TASK INSTRUCTIONS
Reproduce the records below in full and without edits, omitting images.

INPUT DATA
--- START ---
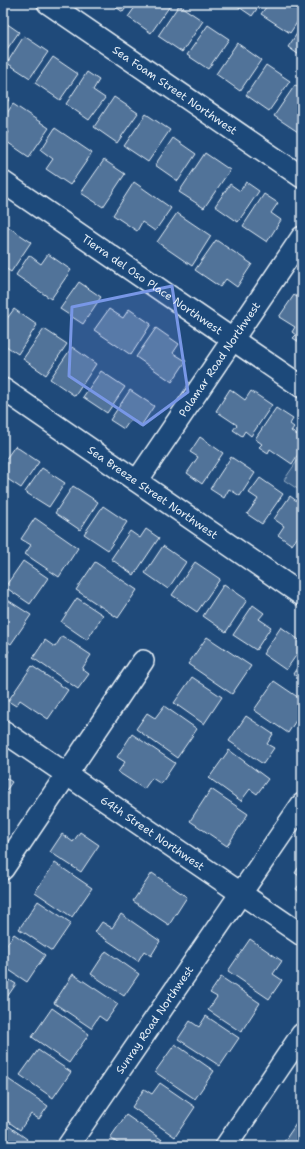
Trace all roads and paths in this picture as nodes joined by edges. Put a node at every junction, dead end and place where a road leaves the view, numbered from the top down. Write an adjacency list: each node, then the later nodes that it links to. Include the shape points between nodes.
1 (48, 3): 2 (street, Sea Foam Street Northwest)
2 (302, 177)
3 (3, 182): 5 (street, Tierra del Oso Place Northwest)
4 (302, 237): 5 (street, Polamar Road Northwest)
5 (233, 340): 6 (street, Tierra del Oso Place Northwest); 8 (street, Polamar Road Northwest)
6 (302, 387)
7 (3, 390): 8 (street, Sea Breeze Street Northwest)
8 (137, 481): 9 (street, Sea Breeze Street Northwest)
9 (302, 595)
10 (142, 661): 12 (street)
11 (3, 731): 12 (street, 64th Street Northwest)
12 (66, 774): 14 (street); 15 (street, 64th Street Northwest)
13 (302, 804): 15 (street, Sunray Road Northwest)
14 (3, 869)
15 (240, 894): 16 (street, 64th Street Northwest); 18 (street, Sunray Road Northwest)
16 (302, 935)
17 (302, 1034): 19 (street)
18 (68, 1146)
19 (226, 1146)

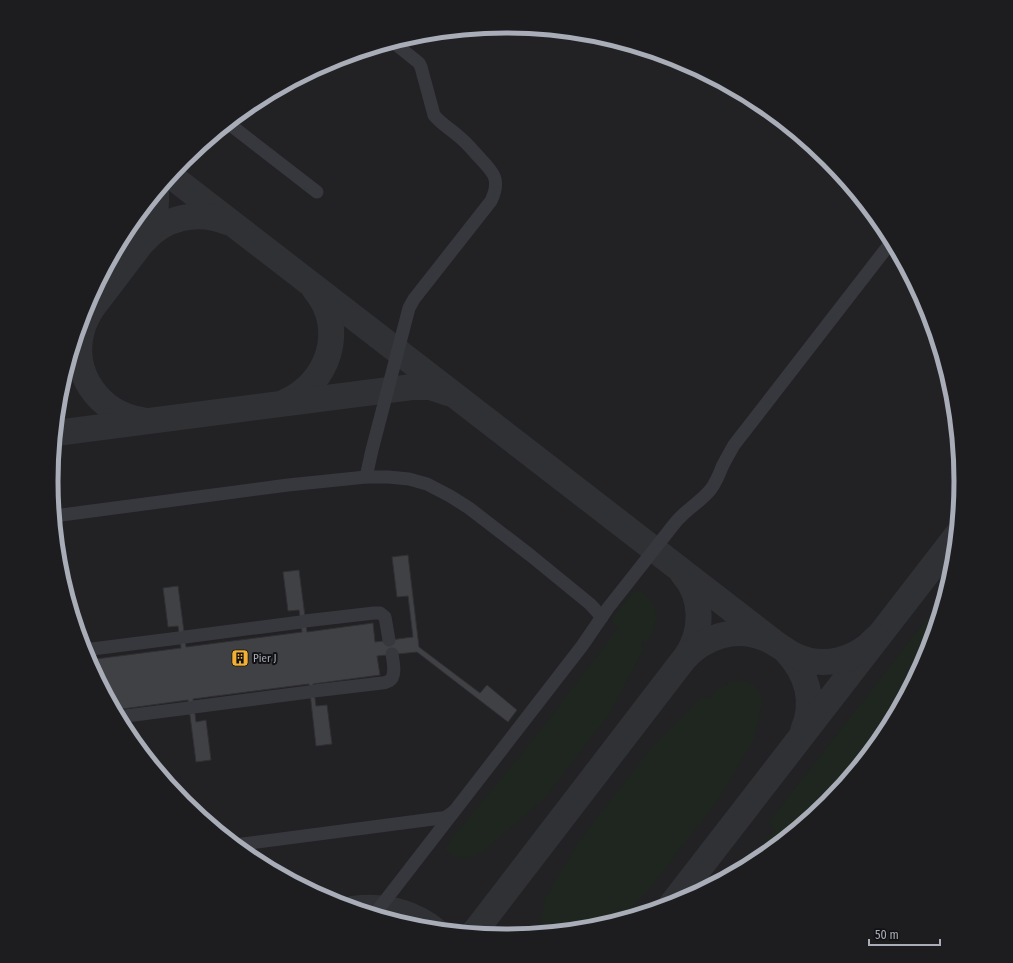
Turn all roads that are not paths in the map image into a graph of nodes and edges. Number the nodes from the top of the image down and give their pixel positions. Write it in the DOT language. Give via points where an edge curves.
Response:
--- END ---
TASK SOLUTION
Trace all roads and paths in this picture as nodes joined by edges. Put a node at every junction, dead end and place where a road leaves the view, numbered from the top down. Write an adjacency list: each node, then the later nodes that it links to. Include the shape points between nodes.
1 (48, 3): 2 (street, Sea Foam Street Northwest)
2 (302, 177)
3 (3, 182): 5 (street, Tierra del Oso Place Northwest)
4 (302, 237): 5 (street, Polamar Road Northwest)
5 (233, 340): 6 (street, Tierra del Oso Place Northwest); 8 (street, Polamar Road Northwest)
6 (302, 387)
7 (3, 390): 8 (street, Sea Breeze Street Northwest)
8 (137, 481): 9 (street, Sea Breeze Street Northwest)
9 (302, 595)
10 (142, 661): 12 (street)
11 (3, 731): 12 (street, 64th Street Northwest)
12 (66, 774): 14 (street); 15 (street, 64th Street Northwest)
13 (302, 804): 15 (street, Sunray Road Northwest)
14 (3, 869)
15 (240, 894): 16 (street, 64th Street Northwest); 18 (street, Sunray Road Northwest)
16 (302, 935)
17 (302, 1034): 19 (street)
18 (68, 1146)
19 (226, 1146)

Turn all roads that are not paths in the map image into a graph of nodes and edges. Number the nodes from the top of the image down and give their pixel positions. Write it in the DOT language. Give via points where an edge curves.
Response:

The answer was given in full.